Простота обращения расслабляет меня. Я, сковырнув стальной рукояткой газового пистолета жестяную «бескозырочку» с бутылки, сделал несколько глотков.
В такую жару лучше пива может быть только пиво!
Сегодня на телекомпании от народа просторно: кто в отгулах, кто просто от работы отлынивает. После праздничных напряжёнок здесь всегда так. Вот мы и сидим с Шосиным на многотерпеливом диване, и каждый предаётся своему удовольствию. Я освобождаясь от жары и жажды, а мой сосед – от тяжёлого похмельного синдрома. Молчим. О чём говорить, когда и так хорошо?
Вдруг в дверях появляется странный субъект.
Несмотря на жгучее дыханье улицы, разодет весьма странно: резиновые сапоги до колен, на голове ещё с зимы забытая солдатская шапка, красная звёздочка которой намертво вросла в сбитый комками искусственный мех, джинсы неопределённого цвета так отполированы долгим употреблением, что ткань стала больше похожа на старую потёртую кожу, и местами лоснилась, впитав в себя все нечистоты города, но впалая грудь обнажена под клеёнчатым жилетом, и только густая татуировка любовных сцен прикрывала её сиротский вид. В руках бомж держит пластиковый пакет, судя по всему, со съестными припасами. Шёл к нам напропалую, и мне пришлось встать, чтобы перегородить ему дорогу.
Бомж заметил моё форменное обмундирование, и тут же, мгновенно приняв стойку «смирно», приложил к виску похожую на кусок древесной коры рогатистую, задубелую ладонь.
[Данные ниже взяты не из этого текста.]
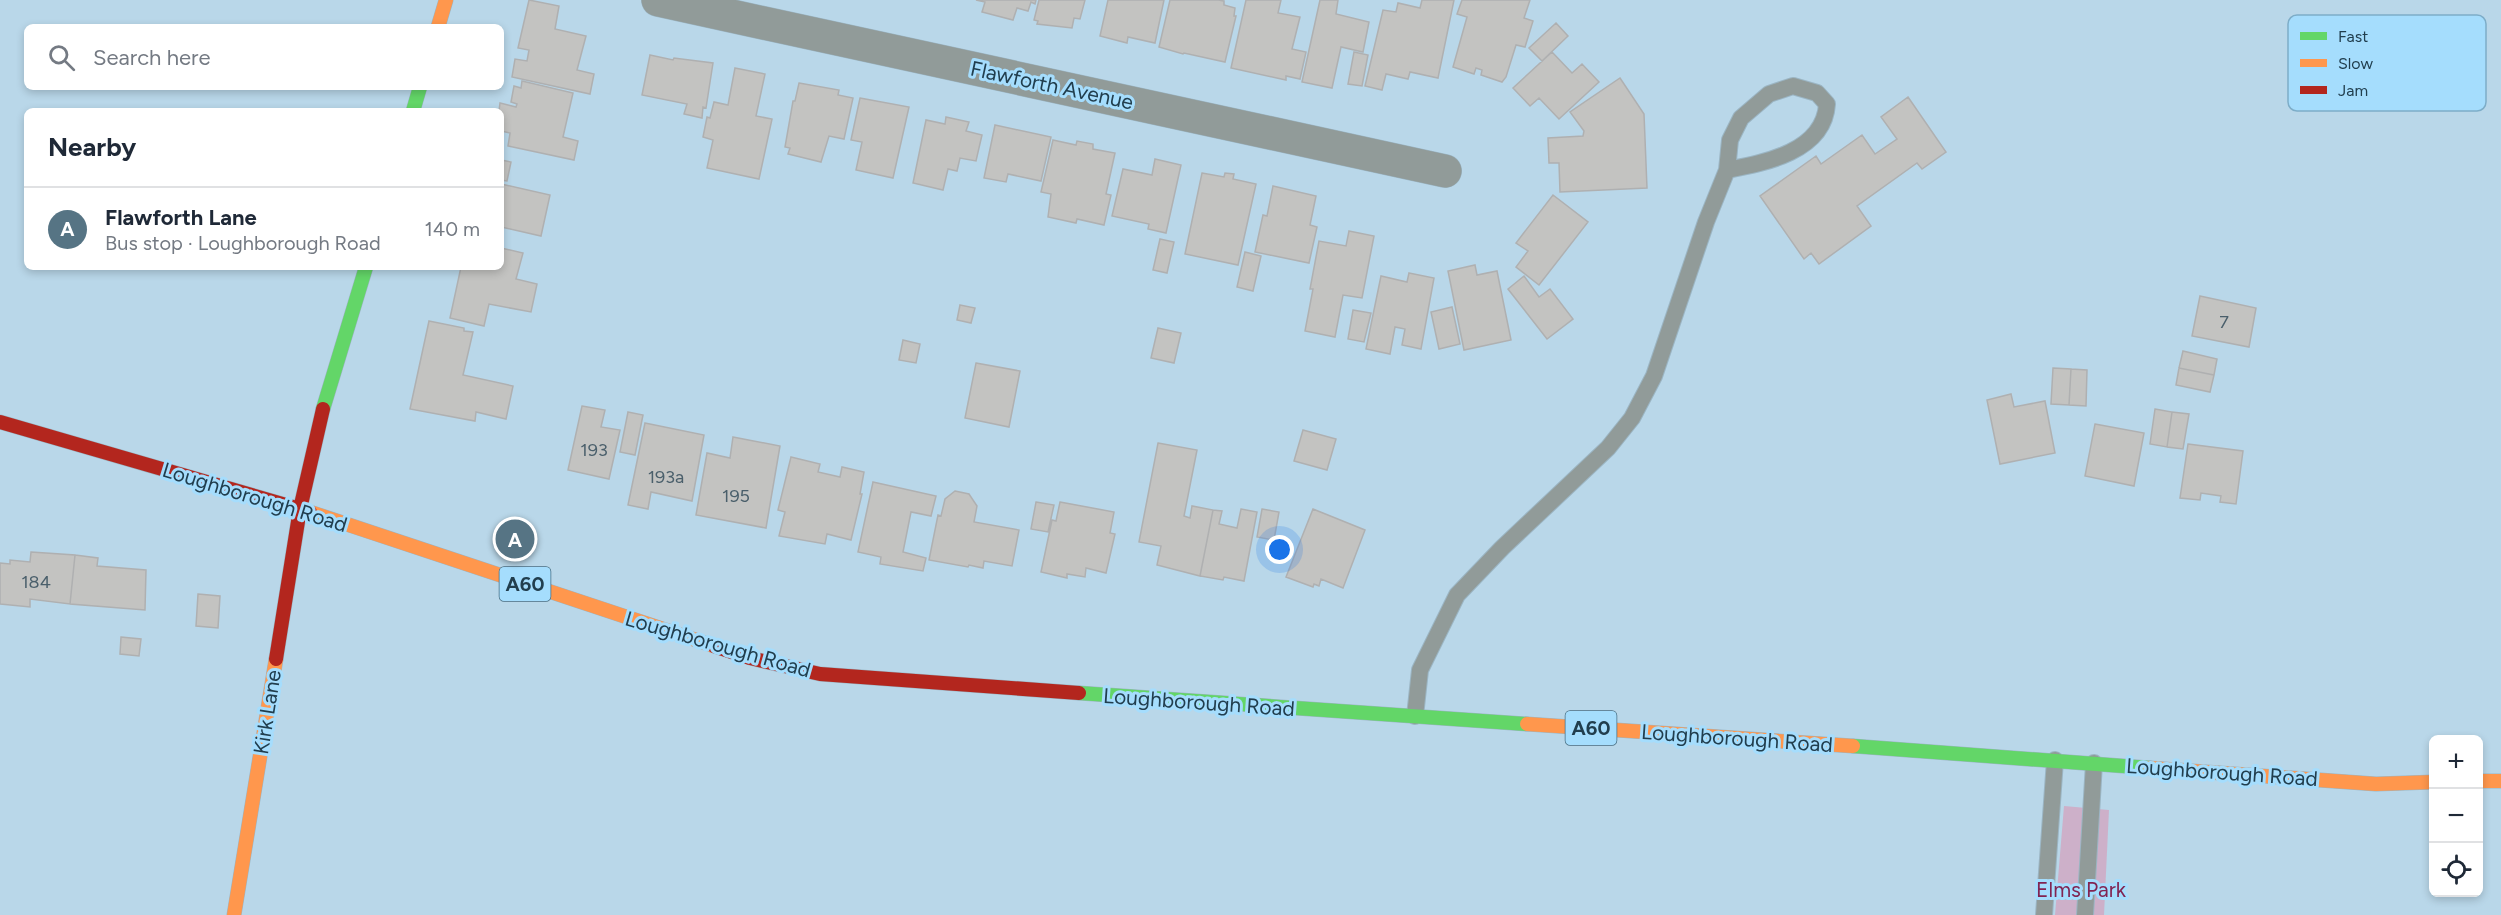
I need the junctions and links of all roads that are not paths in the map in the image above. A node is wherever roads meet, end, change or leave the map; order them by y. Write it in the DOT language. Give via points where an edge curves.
graph roads {
  1 [pos="446,0"];
  2 [pos="658,0"];
  3 [pos="439,24"];
  4 [pos="419,90"];
  5 [pos="414,108"];
  6 [pos="1727,170"];
  7 [pos="1445,171"];
  8 [pos="365,270"];
  9 [pos="0,422"];
  10 [pos="300,509"];
  11 [pos="1415,716"];
  12 [pos="2055,760"];
  13 [pos="2094,763"];
  14 [pos="2483,781"];
  15 [pos="2501,781"];
  16 [pos="2429,782"];
  17 [pos="234,915"];
  18 [pos="2044,915"];
  19 [pos="2085,915"];
  1 -- 3 [label="main road"];
  2 -- 7 [label="street, Flawforth Avenue"];
  4 -- 5 [label="main road"];
  6 -- 6 [label="lane" via="1733,130 1769,94 1793,86 1817,93 1827,104 1827,114 1815,134 1803,144 1767,162"];
  6 -- 11 [label="lane" via="1654,376 1632,418 1608,448 1457,595 1420,670"];
  8 -- 10 [label="main road, Kirk Lane" via="322,412"];
  9 -- 10 [label="main road, Loughborough Road / A60"];
  10 -- 11 [label="main road, Loughborough Road / A60" via="750,658 820,674"];
  10 -- 17 [label="main road, Kirk Lane"];
  11 -- 12 [label="main road, Loughborough Road / A60"];
  12 -- 13 [label="main road, Loughborough Road / A60"];
  12 -- 18 [label="lane"];
  13 -- 16 [label="main road, Loughborough Road / A60" via="2376,784"];
  13 -- 19 [label="lane"];
  14 -- 15 [label="main road"];
}
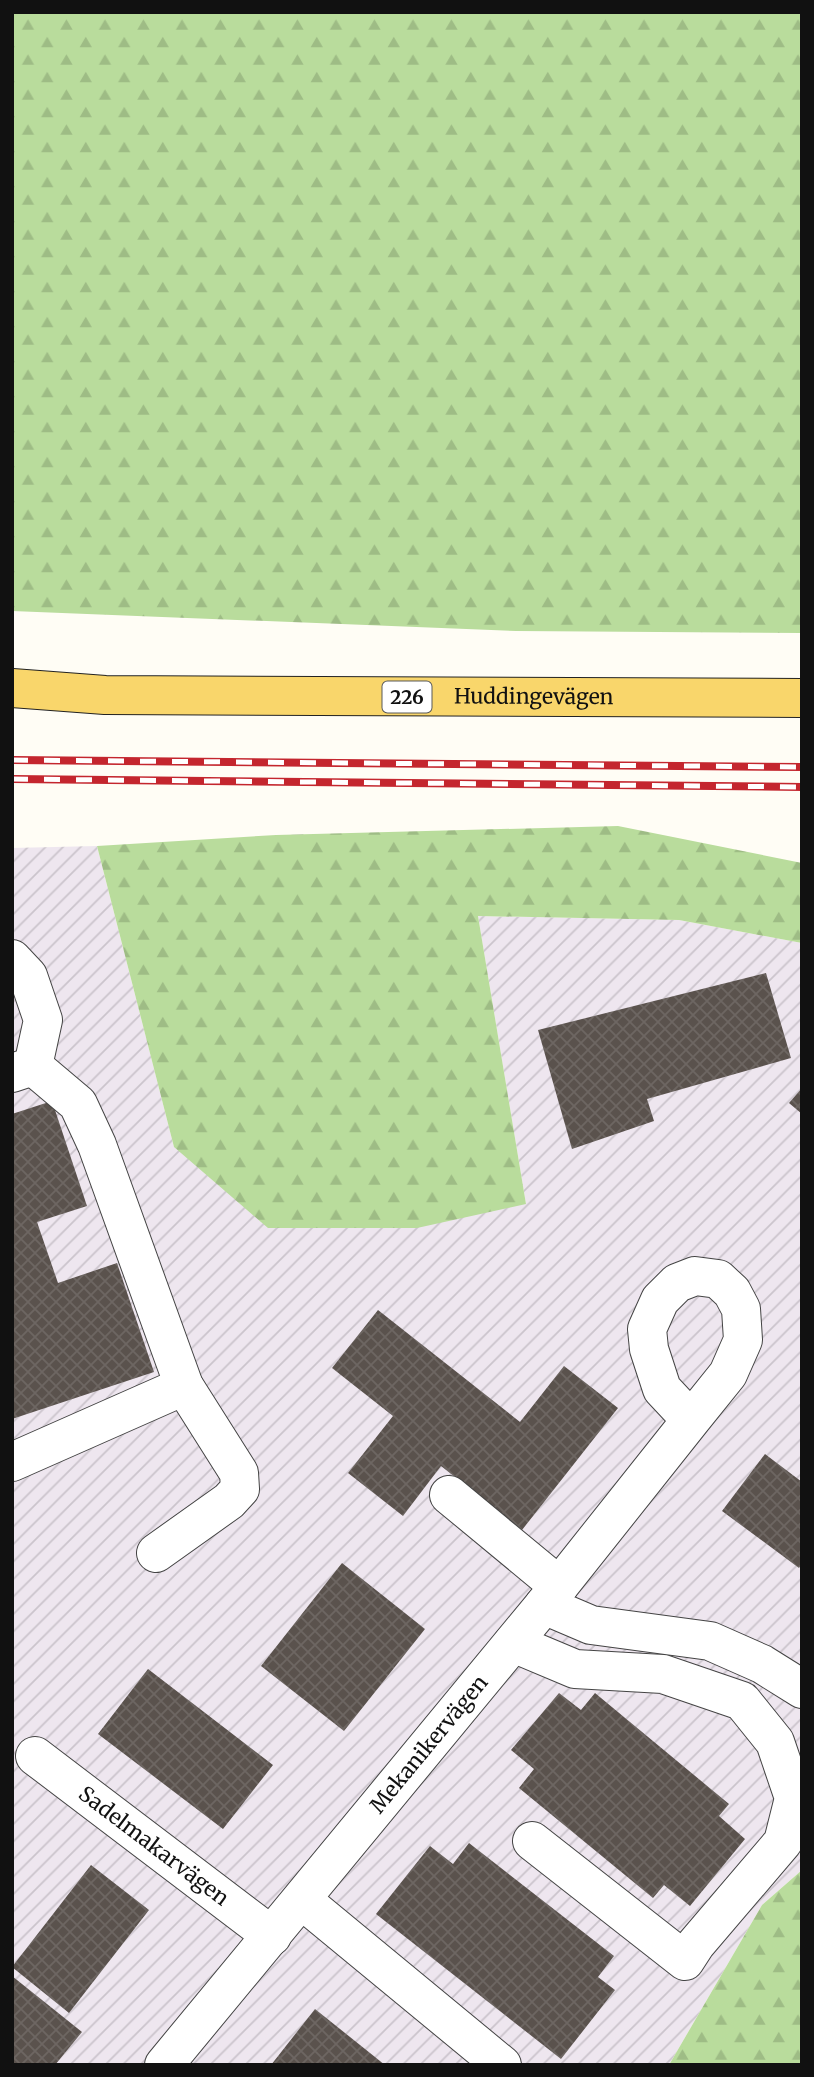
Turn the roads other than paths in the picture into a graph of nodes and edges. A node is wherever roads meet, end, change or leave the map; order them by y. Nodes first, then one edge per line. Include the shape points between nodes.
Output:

– Тпрру! Стоять! – скомандовал он сам себе, и остановился, покачиваясь, в широком дверном проёме.
– Вольно! – скомандовал из глубины коридора Шосин, и бомж тут же опустился на мозаичный бетонный пол, подвернув под себя плохо гнущиеся ноги.
– Дяденька, – привычно притворяясь убогим, заканючил бомж, – мне бы мясца сварить… Исть хотца! Не выгоняй, дяденька!
Надо понимать, что слово «дяденька» относилось ко мне, так как вокруг никого не было, что меня несколько озадачило. По внешнему виду субъект был нисколько не моложе меня.
Сердобольные технички иногда, сжалившись над «лишенцами», так они называли бродяжек, на казённом электричестве варили им в объёмистой, с помятыми боками, алюминиевой кастрюле что-то похожее на бульон из всяческих обрезков, собранных бомжами в мясных рядах расположенного неподалёку рынка.
Сегодня никого из уборщиц не было, а мне выступать в роли представителя армии спасения не очень хотелось, и я отодвинул ногой протянутый мне пакет с обрезью.
От бомжа густо тянуло немытым телом и застарелым, вековым перегаром такой силы, что мне пришлось дышать в сторону
– Ты придурка из себя не строй! – разозлился я. – Здесь клоуны не требуются. Вставай, а то лежать будешь!
– Командир, всё понял! Всё понял! – преобразился бомж, вставая. – Дай «чирик», и я испарюсь!
«Чирик», как я понял, обозначал десятирублёвку. Червонец – по-расхожему.
– Ну, ты и наглец! – сказал я уже миролюбиво. – Вот тебе рубль, и катись колбаской по Малой Спасской!
Из глубины коридора на наш разговор подошёл Шосин:
– А, Миклуха! Это опять ты! Всё рубли сшибаешь? Свой лимон уже пропил, говорят.
Шосин, оказывается, хорошо знал этого субъекта, и теперь благодушно вступал с ним в разговор.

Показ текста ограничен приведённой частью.